→ **Data supplied**
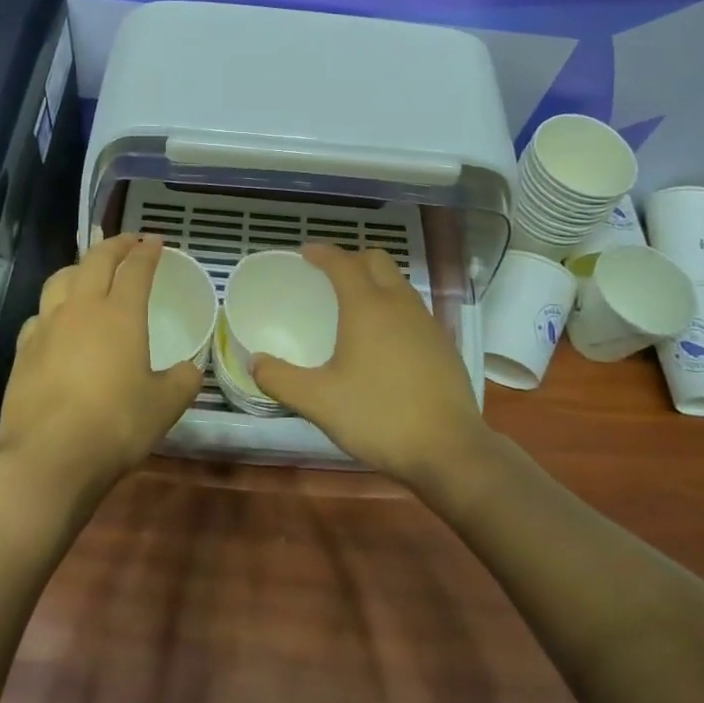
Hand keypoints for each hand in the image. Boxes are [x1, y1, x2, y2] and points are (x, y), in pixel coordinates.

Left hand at [0, 234, 203, 500]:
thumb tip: (189, 369)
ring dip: (80, 267)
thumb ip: (182, 381)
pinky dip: (54, 306)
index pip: (135, 268)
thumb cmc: (115, 424)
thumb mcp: (164, 406)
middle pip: (96, 260)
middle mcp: (81, 308)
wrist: (49, 457)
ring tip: (90, 271)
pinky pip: (40, 313)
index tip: (156, 241)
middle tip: (129, 241)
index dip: (147, 251)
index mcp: (120, 313)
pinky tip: (58, 321)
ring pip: (61, 278)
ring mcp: (47, 326)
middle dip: (115, 245)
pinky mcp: (23, 350)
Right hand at [251, 244, 492, 487]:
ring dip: (375, 281)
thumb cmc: (378, 417)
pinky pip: (413, 308)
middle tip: (329, 277)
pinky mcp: (443, 343)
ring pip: (398, 283)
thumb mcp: (319, 402)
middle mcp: (399, 303)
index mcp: (367, 306)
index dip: (322, 253)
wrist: (449, 449)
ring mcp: (427, 322)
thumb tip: (254, 362)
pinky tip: (385, 339)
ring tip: (355, 305)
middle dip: (351, 259)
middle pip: (376, 260)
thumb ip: (281, 379)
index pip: (342, 262)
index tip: (305, 253)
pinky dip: (393, 306)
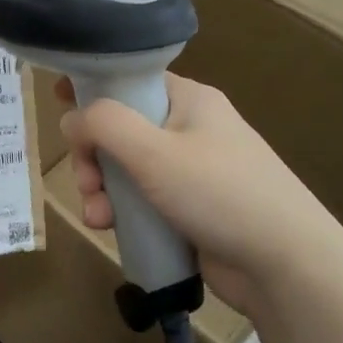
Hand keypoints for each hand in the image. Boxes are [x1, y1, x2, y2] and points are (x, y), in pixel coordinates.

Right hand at [58, 74, 342, 313]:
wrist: (284, 263)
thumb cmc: (219, 193)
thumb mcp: (154, 152)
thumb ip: (105, 125)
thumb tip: (72, 117)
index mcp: (189, 100)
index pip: (131, 80)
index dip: (93, 87)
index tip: (58, 100)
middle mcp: (189, 130)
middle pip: (120, 129)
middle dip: (92, 156)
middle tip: (86, 181)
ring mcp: (190, 171)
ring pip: (126, 169)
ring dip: (102, 189)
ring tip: (99, 217)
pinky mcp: (188, 209)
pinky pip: (141, 200)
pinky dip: (121, 211)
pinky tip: (110, 229)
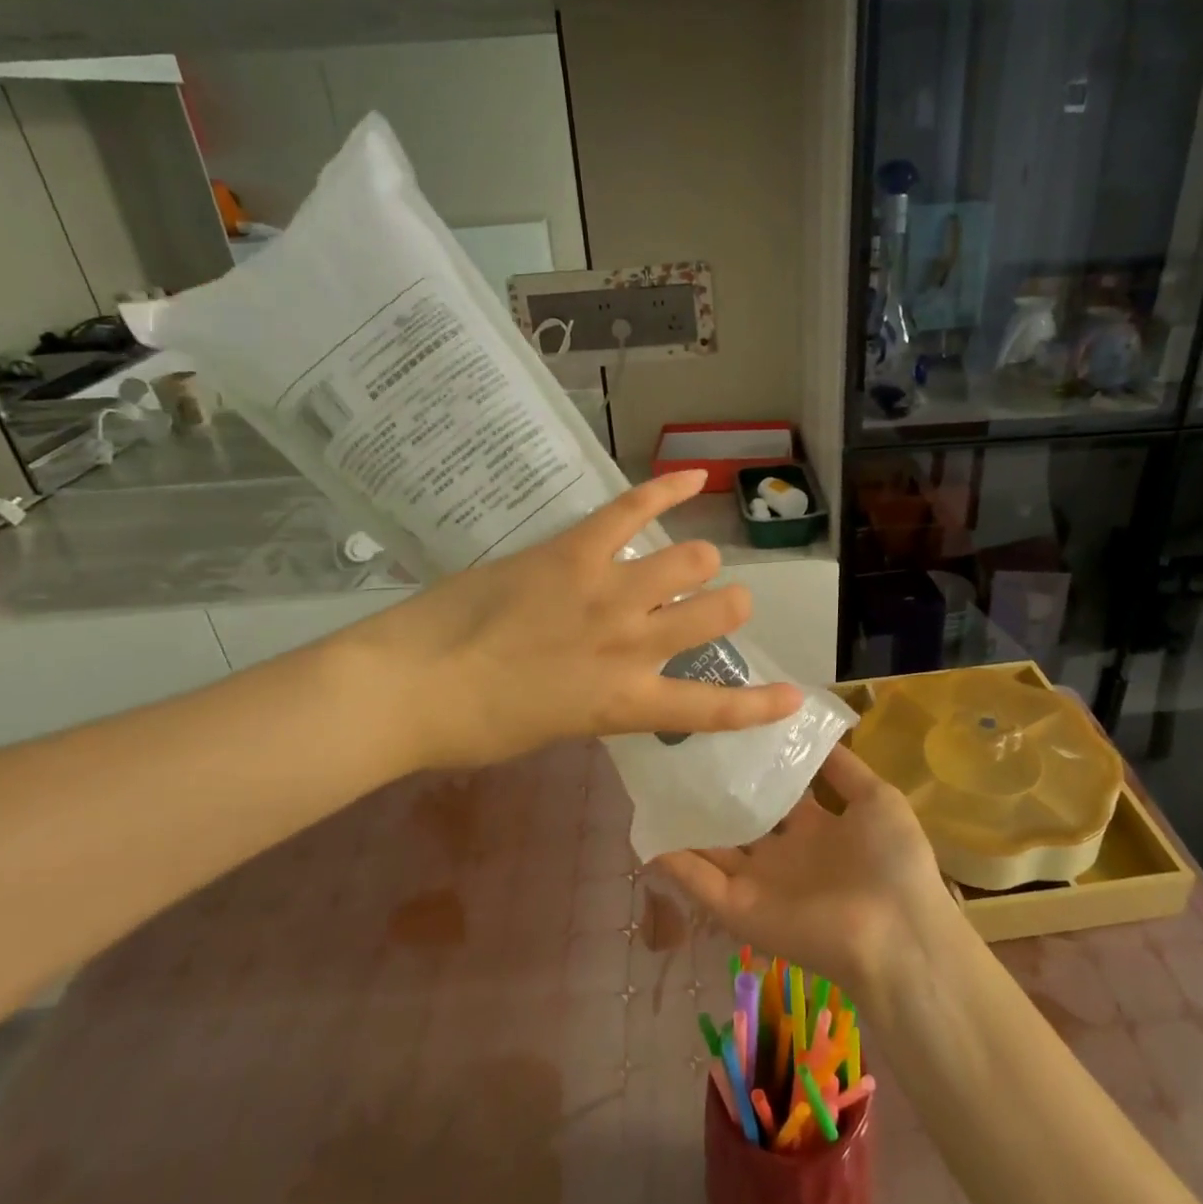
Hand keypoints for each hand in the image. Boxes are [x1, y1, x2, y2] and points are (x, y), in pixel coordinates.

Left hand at [336, 470, 802, 770]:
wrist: (410, 686)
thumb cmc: (473, 727)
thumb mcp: (553, 728)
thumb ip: (597, 699)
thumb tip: (608, 675)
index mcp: (625, 702)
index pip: (711, 708)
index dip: (760, 704)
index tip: (793, 696)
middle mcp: (631, 645)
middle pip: (716, 611)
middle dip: (727, 605)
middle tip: (714, 603)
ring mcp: (607, 592)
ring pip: (689, 559)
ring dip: (697, 560)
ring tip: (691, 559)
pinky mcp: (574, 551)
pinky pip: (632, 509)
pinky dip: (667, 489)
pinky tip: (694, 476)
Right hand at [655, 745, 963, 1003]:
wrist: (898, 934)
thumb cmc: (893, 860)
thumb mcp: (877, 799)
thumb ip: (841, 767)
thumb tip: (811, 728)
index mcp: (815, 828)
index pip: (774, 791)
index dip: (751, 764)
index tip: (723, 729)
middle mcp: (781, 853)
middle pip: (737, 818)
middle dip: (711, 790)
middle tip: (675, 749)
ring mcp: (757, 883)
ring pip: (710, 848)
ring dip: (684, 822)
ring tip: (650, 783)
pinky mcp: (739, 910)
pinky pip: (700, 882)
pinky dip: (673, 860)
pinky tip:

→ **Task**
Could you reproduce the data above exactly, without its pictures?

→ **Reply to the exercise**
Hand keypoints for each hand in the image. Boxes are [x1, y1, x2, y2] and points are (x, y), in pixel coordinates.

Left hand at [0, 234, 203, 500]:
thumb tip: (189, 369)
ring dip: (80, 267)
thumb ip: (182, 381)
pinky dip: (54, 306)
index pip: (135, 268)
thumb cmc: (115, 424)
thumb mcp: (164, 406)
middle pip: (96, 260)
middle mcp: (81, 308)
wrist: (49, 457)
ring tip: (90, 271)
pinky pip: (40, 313)
index tip: (156, 241)
middle tip: (129, 241)
index dip: (147, 251)
index mcp: (120, 313)
pinky tip: (58, 321)
ring pip: (61, 278)
ring mcp: (47, 326)
middle dip: (115, 245)
pinky mcp: (23, 350)
Right hand at [251, 244, 492, 487]:
ring dip: (375, 281)
thumb cmc: (378, 417)
pinky pip: (413, 308)
middle tip: (329, 277)
pinky mcp: (443, 343)
ring pip: (398, 283)
thumb mcp: (319, 402)
middle mcp: (399, 303)
index mcp: (367, 306)
index dip: (322, 253)
wrist: (449, 449)
ring mcp: (427, 322)
thumb tip: (254, 362)
pinky tip: (385, 339)
ring tip: (355, 305)
middle dip: (351, 259)
middle pip: (376, 260)
thumb ip: (281, 379)
index pip: (342, 262)
index tip: (305, 253)
pinky dip: (393, 306)
Hand keypoints for each hand in the image. Boxes are [x1, y1, x2, y2] and points are (x, y), in pixel coordinates.

Right hand at [58, 74, 342, 313]:
wrist: (284, 263)
thumb cmc: (219, 193)
thumb mcp: (154, 152)
thumb ip: (105, 125)
thumb tip: (72, 117)
index mcp: (189, 100)
index pip: (131, 80)
index dip: (93, 87)
index tip: (58, 100)
middle mcp: (189, 130)
middle pip: (120, 129)
middle dip: (92, 156)
middle tip: (86, 181)
ring mcp: (190, 171)
ring pip: (126, 169)
ring dip: (102, 189)
ring tip: (99, 217)
pinky mcp: (188, 209)
pinky pip: (141, 200)
pinky dip: (121, 211)
pinky tip: (110, 229)
Hand keypoints for each hand in the image. Boxes are [x1, y1, x2, y2] and points are (x, y), in pixel coordinates.

Left hand at [336, 470, 802, 770]:
wrist: (410, 686)
thumb cmc: (473, 727)
thumb mcp: (553, 728)
thumb ip: (597, 699)
thumb tip: (608, 675)
index mcp: (625, 702)
index pip: (711, 708)
index dip: (760, 704)
index tip: (793, 696)
middle mcp: (631, 645)
middle pip: (716, 611)
middle dip: (727, 605)
middle tip: (714, 603)
ring mcp: (607, 592)
ring pip: (689, 559)
ring dip: (697, 560)
ring tip: (691, 559)
pinky mcp: (574, 551)
pinky pip: (632, 509)
pinky dip: (667, 489)
pinky tip: (694, 476)
Right hand at [655, 745, 963, 1003]:
wrist: (898, 934)
thumb cmc: (893, 860)
thumb mcp: (877, 799)
thumb ip: (841, 767)
thumb tip: (811, 728)
index mcp: (815, 828)
index pip: (774, 791)
index dip: (751, 764)
index tip: (723, 729)
middle mcp: (781, 853)
middle pip: (737, 818)
middle dip: (711, 790)
middle tip: (675, 749)
ring mcp: (757, 883)
ring pip: (710, 848)
ring dip: (684, 822)
ring tip: (650, 783)
pinky mcp: (739, 910)
pinky pip: (700, 882)
pinky dip: (673, 860)
pinky tip:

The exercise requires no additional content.